++++ LISTED RECORDS ++++

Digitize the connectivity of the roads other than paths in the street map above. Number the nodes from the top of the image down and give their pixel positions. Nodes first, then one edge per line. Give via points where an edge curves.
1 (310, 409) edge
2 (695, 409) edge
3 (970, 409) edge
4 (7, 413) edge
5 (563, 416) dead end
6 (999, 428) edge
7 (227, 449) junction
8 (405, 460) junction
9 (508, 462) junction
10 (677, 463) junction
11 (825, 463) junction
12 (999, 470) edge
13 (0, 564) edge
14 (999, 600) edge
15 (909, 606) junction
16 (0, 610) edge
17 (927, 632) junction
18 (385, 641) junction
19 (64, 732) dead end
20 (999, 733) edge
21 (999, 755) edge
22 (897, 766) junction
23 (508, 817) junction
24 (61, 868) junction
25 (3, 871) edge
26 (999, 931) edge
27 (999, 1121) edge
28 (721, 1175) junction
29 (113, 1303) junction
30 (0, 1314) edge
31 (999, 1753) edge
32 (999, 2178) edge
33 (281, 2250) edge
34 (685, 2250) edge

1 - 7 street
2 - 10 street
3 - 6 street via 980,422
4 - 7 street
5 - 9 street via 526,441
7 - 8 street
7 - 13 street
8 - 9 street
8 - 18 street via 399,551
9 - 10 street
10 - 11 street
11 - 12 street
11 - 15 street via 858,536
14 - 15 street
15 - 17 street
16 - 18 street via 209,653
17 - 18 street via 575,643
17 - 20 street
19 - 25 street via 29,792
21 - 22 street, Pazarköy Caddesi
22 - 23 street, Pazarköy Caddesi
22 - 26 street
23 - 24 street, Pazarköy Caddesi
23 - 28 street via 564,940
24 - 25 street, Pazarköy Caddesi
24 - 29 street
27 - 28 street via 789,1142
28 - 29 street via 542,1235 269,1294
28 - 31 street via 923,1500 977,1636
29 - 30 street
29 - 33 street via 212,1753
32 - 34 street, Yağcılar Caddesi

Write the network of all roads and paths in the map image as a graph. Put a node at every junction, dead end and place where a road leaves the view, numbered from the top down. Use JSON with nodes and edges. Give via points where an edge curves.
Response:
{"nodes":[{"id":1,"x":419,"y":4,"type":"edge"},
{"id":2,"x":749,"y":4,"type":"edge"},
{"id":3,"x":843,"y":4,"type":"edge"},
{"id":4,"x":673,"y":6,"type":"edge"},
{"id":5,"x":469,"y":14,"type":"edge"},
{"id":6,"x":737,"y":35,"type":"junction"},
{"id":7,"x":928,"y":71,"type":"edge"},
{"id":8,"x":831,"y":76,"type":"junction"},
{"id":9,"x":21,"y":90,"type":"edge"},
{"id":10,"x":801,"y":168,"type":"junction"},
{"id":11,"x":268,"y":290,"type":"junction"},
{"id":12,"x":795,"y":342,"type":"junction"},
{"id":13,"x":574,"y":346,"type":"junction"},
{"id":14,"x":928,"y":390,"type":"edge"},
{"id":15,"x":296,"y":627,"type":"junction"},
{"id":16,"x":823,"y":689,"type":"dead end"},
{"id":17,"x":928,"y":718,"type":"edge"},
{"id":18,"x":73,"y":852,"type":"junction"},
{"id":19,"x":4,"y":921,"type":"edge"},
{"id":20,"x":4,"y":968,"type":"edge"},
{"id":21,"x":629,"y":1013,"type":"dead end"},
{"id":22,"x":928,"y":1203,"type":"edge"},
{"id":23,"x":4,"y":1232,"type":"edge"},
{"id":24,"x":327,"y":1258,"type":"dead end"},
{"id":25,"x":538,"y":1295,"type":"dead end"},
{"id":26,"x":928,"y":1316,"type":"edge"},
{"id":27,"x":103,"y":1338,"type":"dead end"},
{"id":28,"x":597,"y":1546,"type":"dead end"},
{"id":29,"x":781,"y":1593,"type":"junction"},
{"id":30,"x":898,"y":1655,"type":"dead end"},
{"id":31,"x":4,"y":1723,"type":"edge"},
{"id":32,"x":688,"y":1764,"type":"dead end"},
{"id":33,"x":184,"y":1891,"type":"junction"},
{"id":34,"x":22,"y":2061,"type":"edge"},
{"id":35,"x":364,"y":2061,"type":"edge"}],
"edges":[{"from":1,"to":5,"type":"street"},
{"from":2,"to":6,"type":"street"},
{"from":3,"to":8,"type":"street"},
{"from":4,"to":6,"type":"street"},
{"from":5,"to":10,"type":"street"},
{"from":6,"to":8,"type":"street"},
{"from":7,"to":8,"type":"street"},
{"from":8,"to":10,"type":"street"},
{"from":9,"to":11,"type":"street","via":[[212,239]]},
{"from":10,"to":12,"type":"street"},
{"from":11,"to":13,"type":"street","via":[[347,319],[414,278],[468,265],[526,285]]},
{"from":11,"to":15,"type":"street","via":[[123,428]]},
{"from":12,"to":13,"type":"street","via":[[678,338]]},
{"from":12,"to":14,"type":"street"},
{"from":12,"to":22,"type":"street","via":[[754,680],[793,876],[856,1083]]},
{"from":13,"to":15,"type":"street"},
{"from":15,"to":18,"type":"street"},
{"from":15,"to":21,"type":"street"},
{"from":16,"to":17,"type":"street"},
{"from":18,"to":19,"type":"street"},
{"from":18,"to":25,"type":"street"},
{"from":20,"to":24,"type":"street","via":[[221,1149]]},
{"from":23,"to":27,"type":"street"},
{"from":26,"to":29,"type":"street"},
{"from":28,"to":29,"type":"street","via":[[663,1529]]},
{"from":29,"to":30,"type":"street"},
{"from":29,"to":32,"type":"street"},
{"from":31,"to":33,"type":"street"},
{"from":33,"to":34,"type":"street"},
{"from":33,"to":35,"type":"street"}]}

++++

Copy each line above exactly as it stands.

• _ANSWER SECTION_
Digitize the connectivity of the roads other than paths in the street map above. Number the nodes from the top of the image down and give their pixel positions. Nodes first, then one edge per line. Give via points where an edge curves.
1 (310, 409) edge
2 (695, 409) edge
3 (970, 409) edge
4 (7, 413) edge
5 (563, 416) dead end
6 (999, 428) edge
7 (227, 449) junction
8 (405, 460) junction
9 (508, 462) junction
10 (677, 463) junction
11 (825, 463) junction
12 (999, 470) edge
13 (0, 564) edge
14 (999, 600) edge
15 (909, 606) junction
16 (0, 610) edge
17 (927, 632) junction
18 (385, 641) junction
19 (64, 732) dead end
20 (999, 733) edge
21 (999, 755) edge
22 (897, 766) junction
23 (508, 817) junction
24 (61, 868) junction
25 (3, 871) edge
26 (999, 931) edge
27 (999, 1121) edge
28 (721, 1175) junction
29 (113, 1303) junction
30 (0, 1314) edge
31 (999, 1753) edge
32 (999, 2178) edge
33 (281, 2250) edge
34 (685, 2250) edge

1 - 7 street
2 - 10 street
3 - 6 street via 980,422
4 - 7 street
5 - 9 street via 526,441
7 - 8 street
7 - 13 street
8 - 9 street
8 - 18 street via 399,551
9 - 10 street
10 - 11 street
11 - 12 street
11 - 15 street via 858,536
14 - 15 street
15 - 17 street
16 - 18 street via 209,653
17 - 18 street via 575,643
17 - 20 street
19 - 25 street via 29,792
21 - 22 street, Pazarköy Caddesi
22 - 23 street, Pazarköy Caddesi
22 - 26 street
23 - 24 street, Pazarköy Caddesi
23 - 28 street via 564,940
24 - 25 street, Pazarköy Caddesi
24 - 29 street
27 - 28 street via 789,1142
28 - 29 street via 542,1235 269,1294
28 - 31 street via 923,1500 977,1636
29 - 30 street
29 - 33 street via 212,1753
32 - 34 street, Yağcılar Caddesi

Write the network of all roads and paths in the map image as a graph. Put a node at every junction, dead end and place where a road leaves the view, numbered from the top down. Use JSON with nodes and edges. Give via points where an edge curves.
Response:
{"nodes":[{"id":1,"x":419,"y":4,"type":"edge"},
{"id":2,"x":749,"y":4,"type":"edge"},
{"id":3,"x":843,"y":4,"type":"edge"},
{"id":4,"x":673,"y":6,"type":"edge"},
{"id":5,"x":469,"y":14,"type":"edge"},
{"id":6,"x":737,"y":35,"type":"junction"},
{"id":7,"x":928,"y":71,"type":"edge"},
{"id":8,"x":831,"y":76,"type":"junction"},
{"id":9,"x":21,"y":90,"type":"edge"},
{"id":10,"x":801,"y":168,"type":"junction"},
{"id":11,"x":268,"y":290,"type":"junction"},
{"id":12,"x":795,"y":342,"type":"junction"},
{"id":13,"x":574,"y":346,"type":"junction"},
{"id":14,"x":928,"y":390,"type":"edge"},
{"id":15,"x":296,"y":627,"type":"junction"},
{"id":16,"x":823,"y":689,"type":"dead end"},
{"id":17,"x":928,"y":718,"type":"edge"},
{"id":18,"x":73,"y":852,"type":"junction"},
{"id":19,"x":4,"y":921,"type":"edge"},
{"id":20,"x":4,"y":968,"type":"edge"},
{"id":21,"x":629,"y":1013,"type":"dead end"},
{"id":22,"x":928,"y":1203,"type":"edge"},
{"id":23,"x":4,"y":1232,"type":"edge"},
{"id":24,"x":327,"y":1258,"type":"dead end"},
{"id":25,"x":538,"y":1295,"type":"dead end"},
{"id":26,"x":928,"y":1316,"type":"edge"},
{"id":27,"x":103,"y":1338,"type":"dead end"},
{"id":28,"x":597,"y":1546,"type":"dead end"},
{"id":29,"x":781,"y":1593,"type":"junction"},
{"id":30,"x":898,"y":1655,"type":"dead end"},
{"id":31,"x":4,"y":1723,"type":"edge"},
{"id":32,"x":688,"y":1764,"type":"dead end"},
{"id":33,"x":184,"y":1891,"type":"junction"},
{"id":34,"x":22,"y":2061,"type":"edge"},
{"id":35,"x":364,"y":2061,"type":"edge"}],
"edges":[{"from":1,"to":5,"type":"street"},
{"from":2,"to":6,"type":"street"},
{"from":3,"to":8,"type":"street"},
{"from":4,"to":6,"type":"street"},
{"from":5,"to":10,"type":"street"},
{"from":6,"to":8,"type":"street"},
{"from":7,"to":8,"type":"street"},
{"from":8,"to":10,"type":"street"},
{"from":9,"to":11,"type":"street","via":[[212,239]]},
{"from":10,"to":12,"type":"street"},
{"from":11,"to":13,"type":"street","via":[[347,319],[414,278],[468,265],[526,285]]},
{"from":11,"to":15,"type":"street","via":[[123,428]]},
{"from":12,"to":13,"type":"street","via":[[678,338]]},
{"from":12,"to":14,"type":"street"},
{"from":12,"to":22,"type":"street","via":[[754,680],[793,876],[856,1083]]},
{"from":13,"to":15,"type":"street"},
{"from":15,"to":18,"type":"street"},
{"from":15,"to":21,"type":"street"},
{"from":16,"to":17,"type":"street"},
{"from":18,"to":19,"type":"street"},
{"from":18,"to":25,"type":"street"},
{"from":20,"to":24,"type":"street","via":[[221,1149]]},
{"from":23,"to":27,"type":"street"},
{"from":26,"to":29,"type":"street"},
{"from":28,"to":29,"type":"street","via":[[663,1529]]},
{"from":29,"to":30,"type":"street"},
{"from":29,"to":32,"type":"street"},
{"from":31,"to":33,"type":"street"},
{"from":33,"to":34,"type":"street"},
{"from":33,"to":35,"type":"street"}]}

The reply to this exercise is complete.